— EXERCISE DIRECTIONS —
Search the records for lines with the word "Słoneczna" and copy each match.

— INPUT DATA —
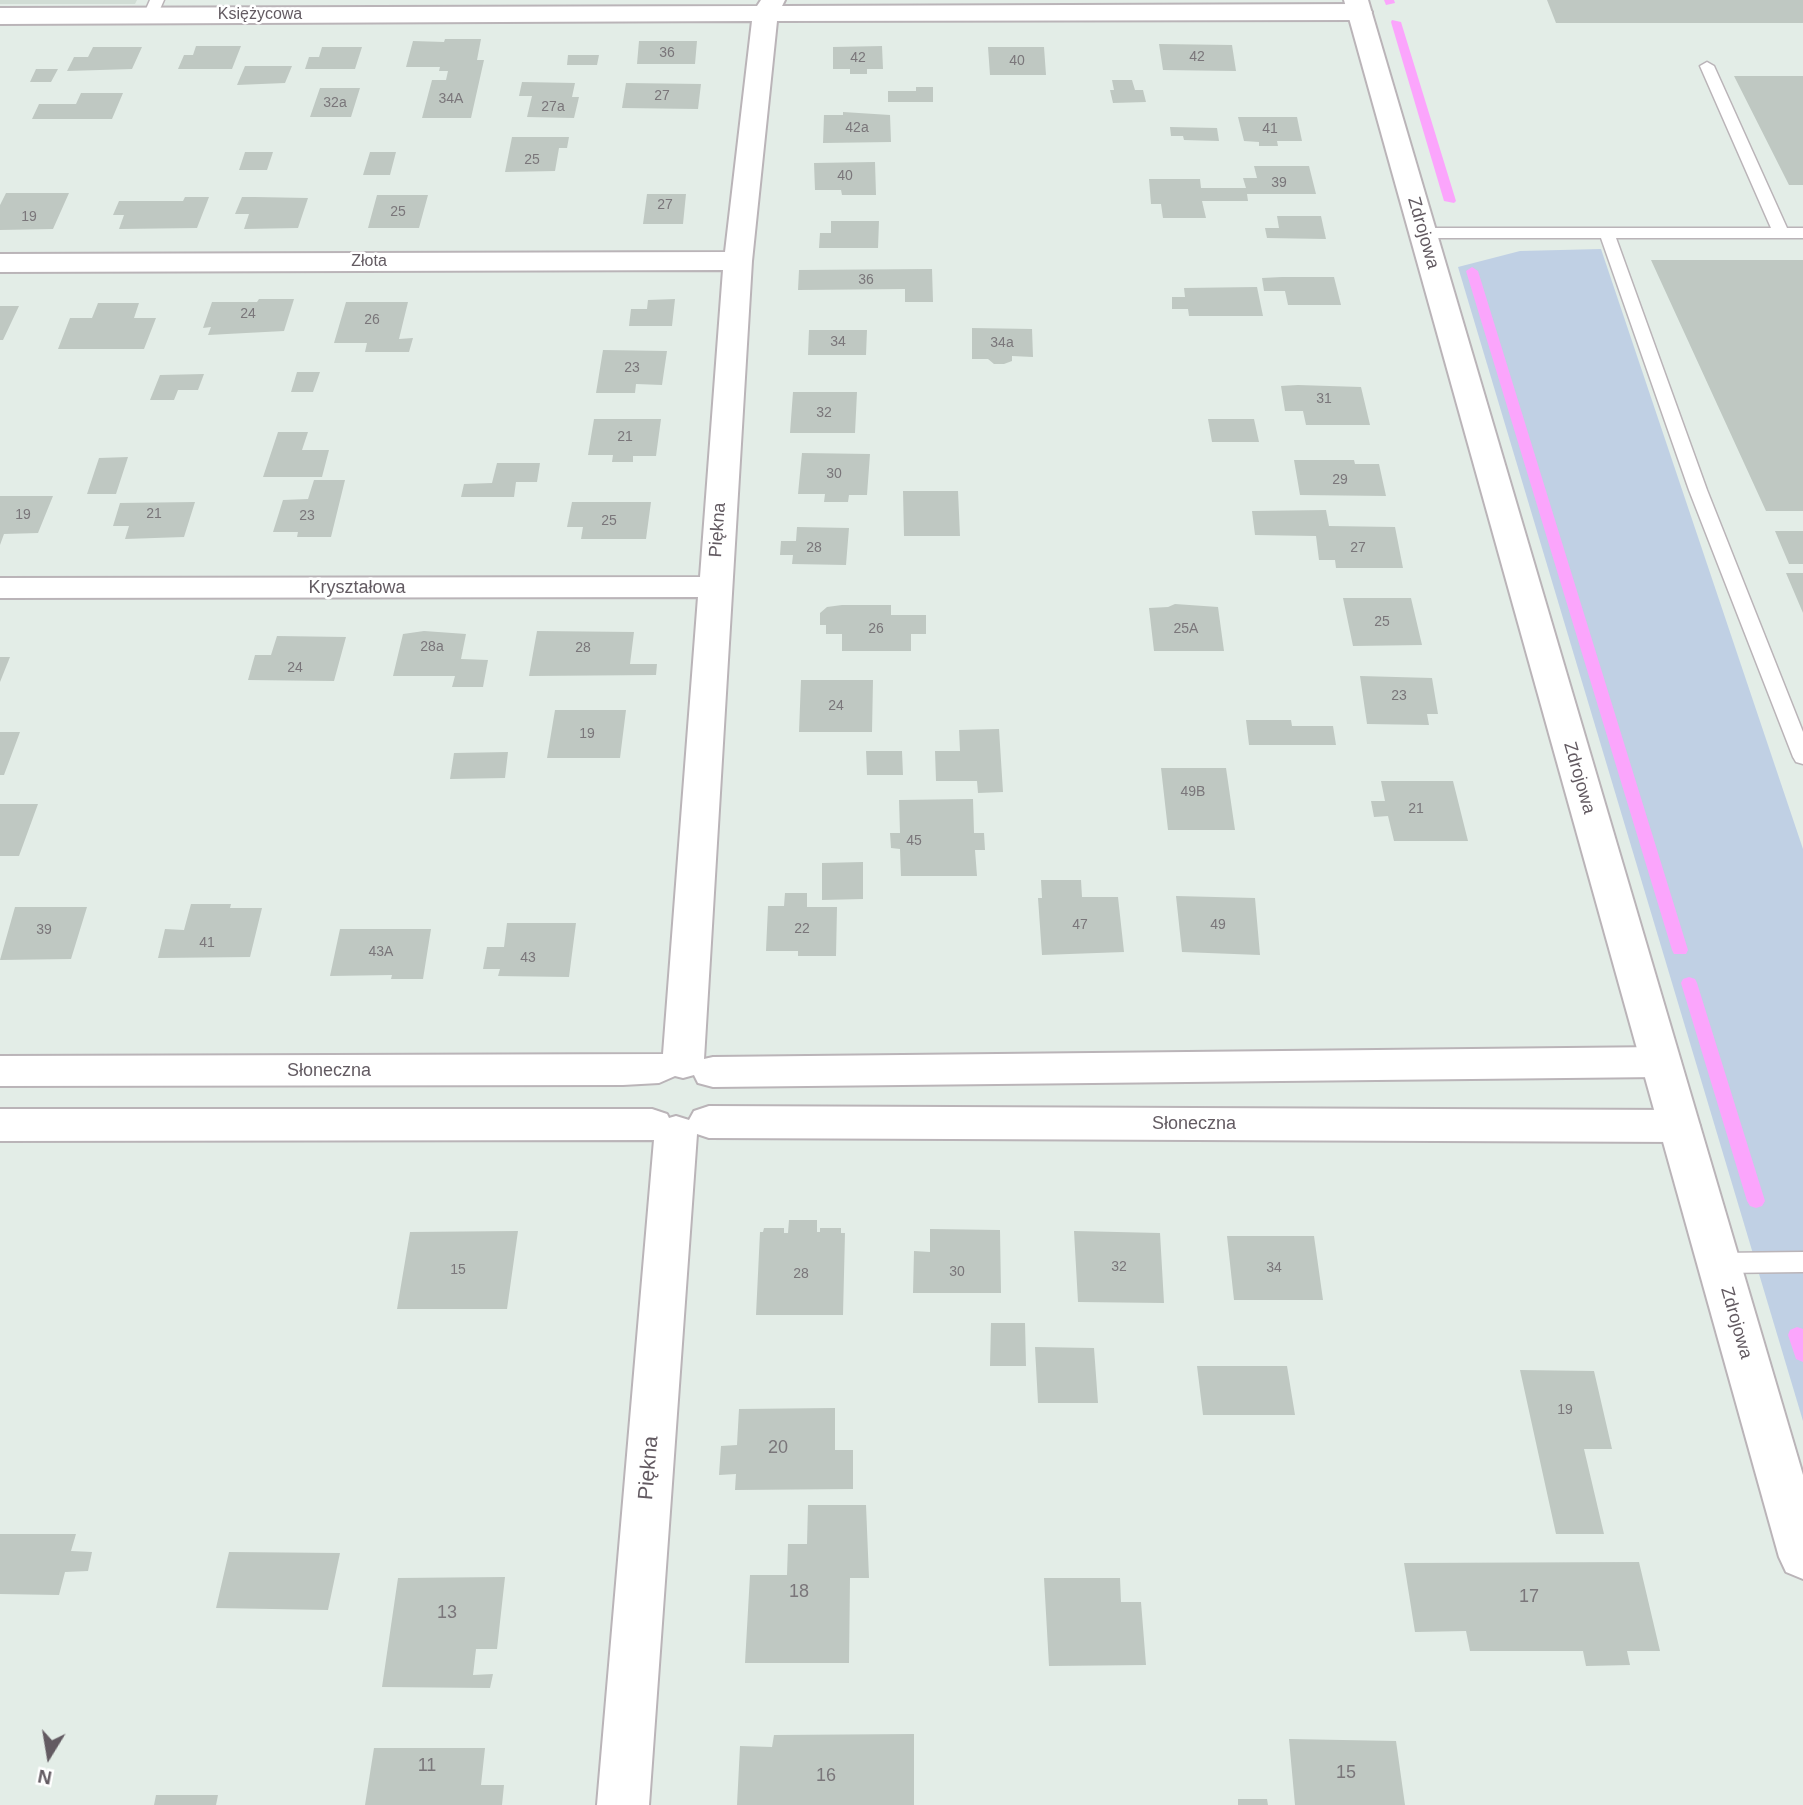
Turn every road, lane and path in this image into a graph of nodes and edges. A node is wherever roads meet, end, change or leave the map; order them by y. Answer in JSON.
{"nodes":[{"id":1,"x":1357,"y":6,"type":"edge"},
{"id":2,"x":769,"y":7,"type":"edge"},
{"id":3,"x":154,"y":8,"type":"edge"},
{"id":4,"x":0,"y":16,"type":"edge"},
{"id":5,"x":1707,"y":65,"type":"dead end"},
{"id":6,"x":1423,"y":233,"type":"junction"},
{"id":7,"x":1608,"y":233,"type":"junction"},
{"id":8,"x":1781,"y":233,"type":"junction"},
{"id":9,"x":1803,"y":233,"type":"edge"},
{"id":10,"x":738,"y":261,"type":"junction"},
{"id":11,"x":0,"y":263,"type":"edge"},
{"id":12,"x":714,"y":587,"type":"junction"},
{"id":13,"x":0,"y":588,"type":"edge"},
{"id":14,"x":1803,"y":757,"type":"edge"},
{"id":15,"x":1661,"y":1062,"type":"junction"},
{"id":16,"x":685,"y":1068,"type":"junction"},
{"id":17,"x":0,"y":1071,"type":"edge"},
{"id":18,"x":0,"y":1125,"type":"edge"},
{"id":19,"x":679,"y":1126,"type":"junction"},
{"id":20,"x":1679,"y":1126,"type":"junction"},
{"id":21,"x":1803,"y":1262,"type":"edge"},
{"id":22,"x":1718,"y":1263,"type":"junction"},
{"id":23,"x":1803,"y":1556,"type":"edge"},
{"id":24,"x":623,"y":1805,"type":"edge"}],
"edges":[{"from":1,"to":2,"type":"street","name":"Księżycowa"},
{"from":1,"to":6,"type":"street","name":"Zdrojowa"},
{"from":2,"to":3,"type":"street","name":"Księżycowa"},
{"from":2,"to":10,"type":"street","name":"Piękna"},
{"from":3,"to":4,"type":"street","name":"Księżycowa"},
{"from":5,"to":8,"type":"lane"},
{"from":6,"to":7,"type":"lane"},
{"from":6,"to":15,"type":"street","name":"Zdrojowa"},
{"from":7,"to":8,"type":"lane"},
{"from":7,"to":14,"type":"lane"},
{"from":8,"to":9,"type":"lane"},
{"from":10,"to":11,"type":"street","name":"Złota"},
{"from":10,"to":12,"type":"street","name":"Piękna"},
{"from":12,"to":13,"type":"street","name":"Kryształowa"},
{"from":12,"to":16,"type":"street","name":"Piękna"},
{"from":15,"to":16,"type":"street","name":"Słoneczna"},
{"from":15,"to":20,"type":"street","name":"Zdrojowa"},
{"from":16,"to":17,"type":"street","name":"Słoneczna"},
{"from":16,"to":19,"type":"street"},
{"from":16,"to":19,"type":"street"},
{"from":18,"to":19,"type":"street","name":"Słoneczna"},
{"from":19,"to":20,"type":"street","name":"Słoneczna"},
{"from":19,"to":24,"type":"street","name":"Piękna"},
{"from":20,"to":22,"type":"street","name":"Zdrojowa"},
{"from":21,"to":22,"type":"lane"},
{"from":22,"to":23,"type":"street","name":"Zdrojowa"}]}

— ANSWER TO THIS TASK —
{"from":15,"to":16,"type":"street","name":"Słoneczna"},
{"from":16,"to":17,"type":"street","name":"Słoneczna"},
{"from":18,"to":19,"type":"street","name":"Słoneczna"},
{"from":19,"to":20,"type":"street","name":"Słoneczna"},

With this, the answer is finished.